### Data

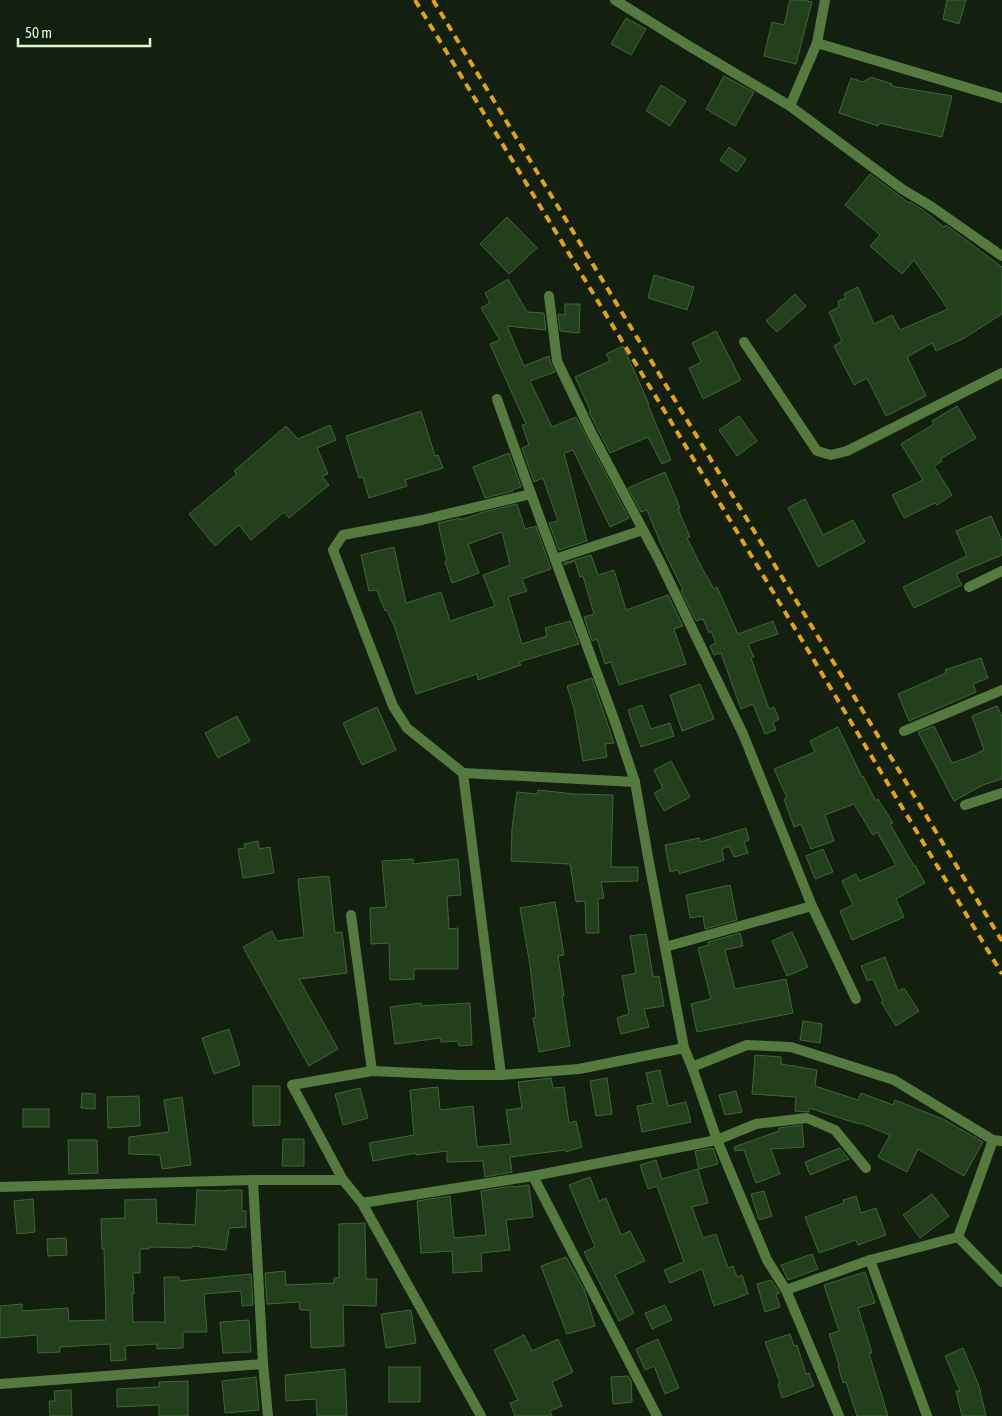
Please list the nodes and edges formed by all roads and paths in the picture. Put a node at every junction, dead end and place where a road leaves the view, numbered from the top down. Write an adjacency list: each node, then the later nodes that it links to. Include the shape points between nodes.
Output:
1 (615, 0): 5 (street)
2 (825, 0): 3 (street)
3 (817, 43): 4 (street); 5 (street)
4 (1002, 98)
5 (790, 106): 6 (street, via 902,189)
6 (1002, 256)
7 (549, 296): 12 (street, via 557,361)
8 (744, 342): 9 (street, via 817,451 831,455 846,451)
9 (1002, 374)
10 (497, 399): 11 (street)
11 (531, 494): 13 (street); 18 (street, via 343,535 333,550 393,706 407,728)
12 (643, 530): 13 (street); 22 (street, via 743,734)
13 (555, 559): 19 (street)
14 (1002, 571): 15 (street)
15 (969, 587)
16 (1002, 690): 17 (street)
17 (904, 731)
18 (462, 773): 19 (street); 29 (street)
19 (635, 782): 24 (street)
20 (1002, 793): 21 (street)
21 (964, 805)
22 (812, 906): 24 (street); 25 (street)
23 (351, 915): 28 (street)
24 (665, 947): 26 (street)
25 (856, 999)
26 (684, 1048): 27 (street); 29 (street, via 579,1069)
27 (692, 1066): 30 (street); 31 (street, via 747,1045 792,1047 894,1080)
28 (372, 1071): 29 (street); 35 (street, via 292,1085)
29 (501, 1075)
30 (717, 1140): 32 (street, via 756,1124 807,1118 835,1130); 33 (street); 41 (street, via 767,1260)
31 (997, 1141): 38 (street)
32 (866, 1168)
33 (533, 1176): 37 (street); 46 (street)
34 (253, 1180): 35 (street); 36 (street); 42 (street)
35 (343, 1180): 37 (street)
36 (0, 1187)
37 (362, 1203): 45 (street)
38 (958, 1237): 39 (street); 40 (street)
39 (870, 1260): 41 (street); 48 (street)
40 (1002, 1282)
41 (786, 1290): 47 (street)
42 (263, 1364): 43 (street); 44 (street)
43 (0, 1384)
44 (268, 1416)
45 (481, 1416)
46 (657, 1416)
47 (840, 1416)
48 (926, 1416)

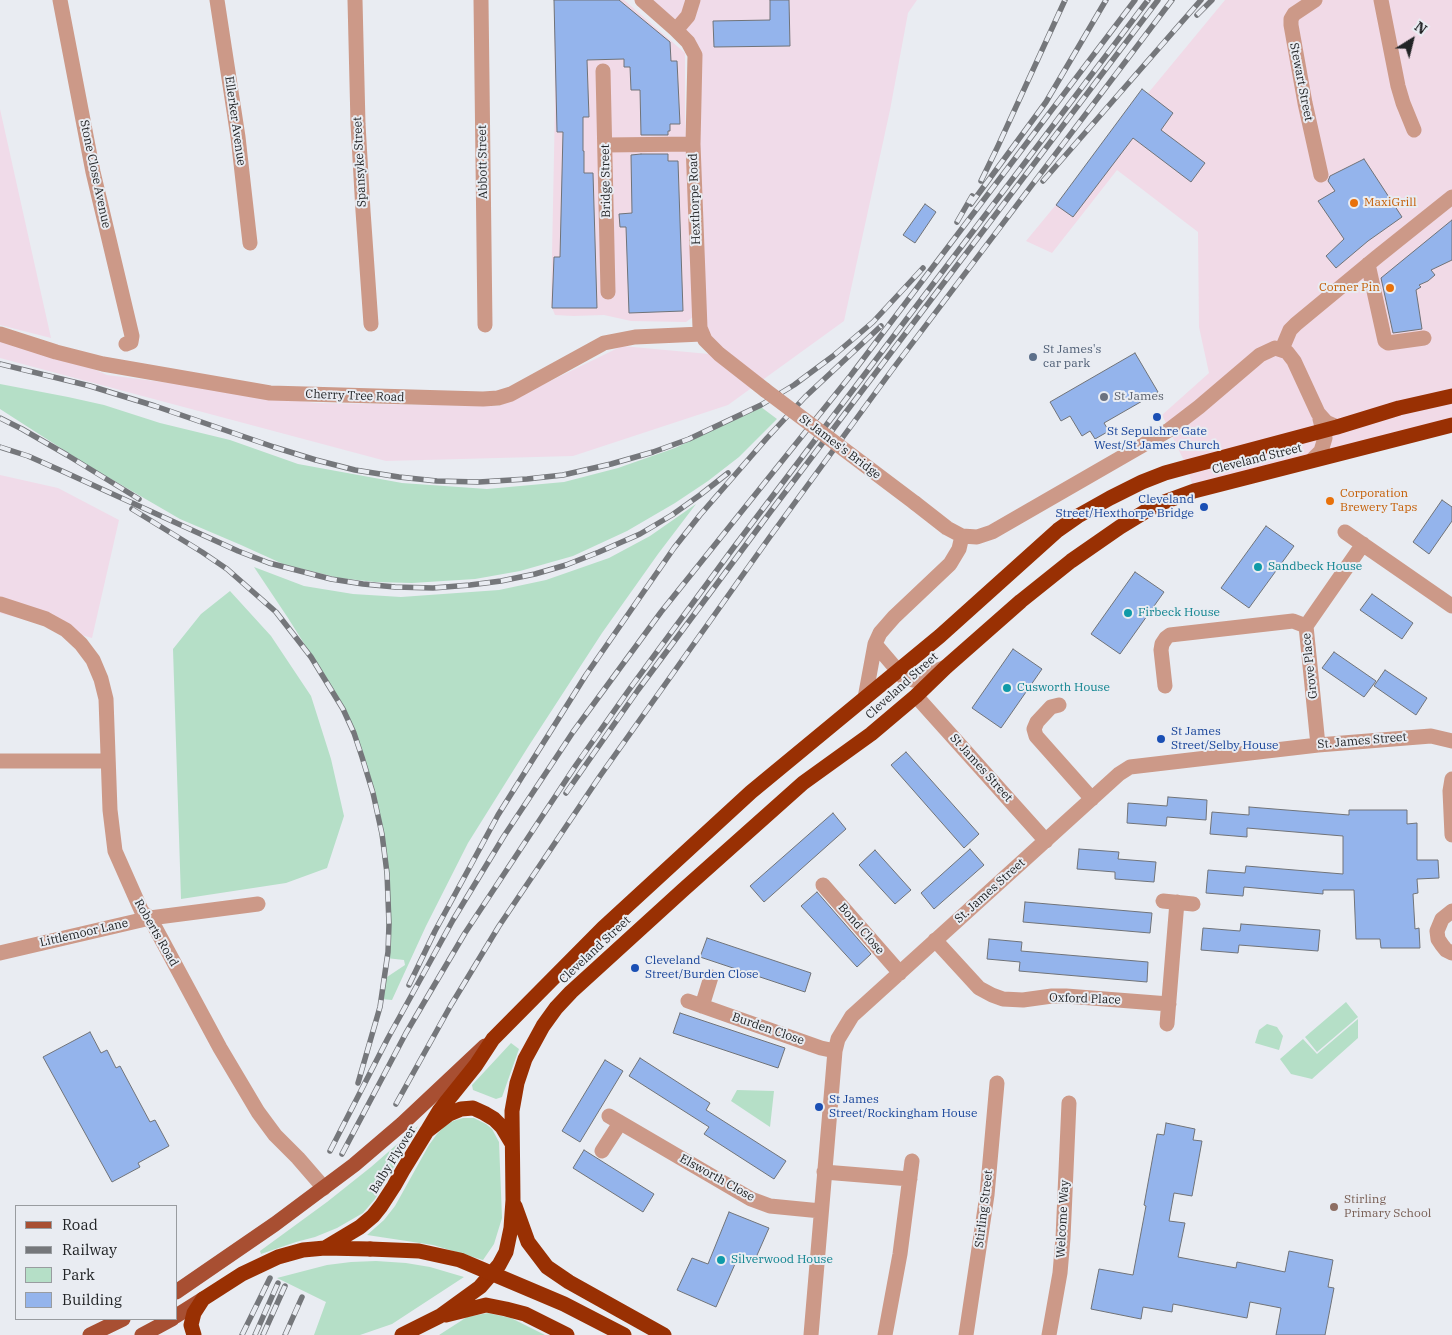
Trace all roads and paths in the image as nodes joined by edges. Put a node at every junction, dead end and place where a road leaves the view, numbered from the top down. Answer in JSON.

### What the exercise asks
If you see a picture in the listing, skip it while copying everything else exactly.

### Finished exercise
Please list the nodes and edges formed by all roads and paths in the picture. Put a node at every junction, dead end and place where a road leaves the view, numbered from the top down. Write an adjacency list: each node, then the later nodes that it links to. Include the shape points between nodes.
Output:
1 (615, 0): 5 (street)
2 (825, 0): 3 (street)
3 (817, 43): 4 (street); 5 (street)
4 (1002, 98)
5 (790, 106): 6 (street, via 902,189)
6 (1002, 256)
7 (549, 296): 12 (street, via 557,361)
8 (744, 342): 9 (street, via 817,451 831,455 846,451)
9 (1002, 374)
10 (497, 399): 11 (street)
11 (531, 494): 13 (street); 18 (street, via 343,535 333,550 393,706 407,728)
12 (643, 530): 13 (street); 22 (street, via 743,734)
13 (555, 559): 19 (street)
14 (1002, 571): 15 (street)
15 (969, 587)
16 (1002, 690): 17 (street)
17 (904, 731)
18 (462, 773): 19 (street); 29 (street)
19 (635, 782): 24 (street)
20 (1002, 793): 21 (street)
21 (964, 805)
22 (812, 906): 24 (street); 25 (street)
23 (351, 915): 28 (street)
24 (665, 947): 26 (street)
25 (856, 999)
26 (684, 1048): 27 (street); 29 (street, via 579,1069)
27 (692, 1066): 30 (street); 31 (street, via 747,1045 792,1047 894,1080)
28 (372, 1071): 29 (street); 35 (street, via 292,1085)
29 (501, 1075)
30 (717, 1140): 32 (street, via 756,1124 807,1118 835,1130); 33 (street); 41 (street, via 767,1260)
31 (997, 1141): 38 (street)
32 (866, 1168)
33 (533, 1176): 37 (street); 46 (street)
34 (253, 1180): 35 (street); 36 (street); 42 (street)
35 (343, 1180): 37 (street)
36 (0, 1187)
37 (362, 1203): 45 (street)
38 (958, 1237): 39 (street); 40 (street)
39 (870, 1260): 41 (street); 48 (street)
40 (1002, 1282)
41 (786, 1290): 47 (street)
42 (263, 1364): 43 (street); 44 (street)
43 (0, 1384)
44 (268, 1416)
45 (481, 1416)
46 (657, 1416)
47 (840, 1416)
48 (926, 1416)

Trace all roads and paths in the image as nodes joined by edges. Put a node at every junction, dead end and place where a road leaves the view, numbered from the top down. Answer in JSON.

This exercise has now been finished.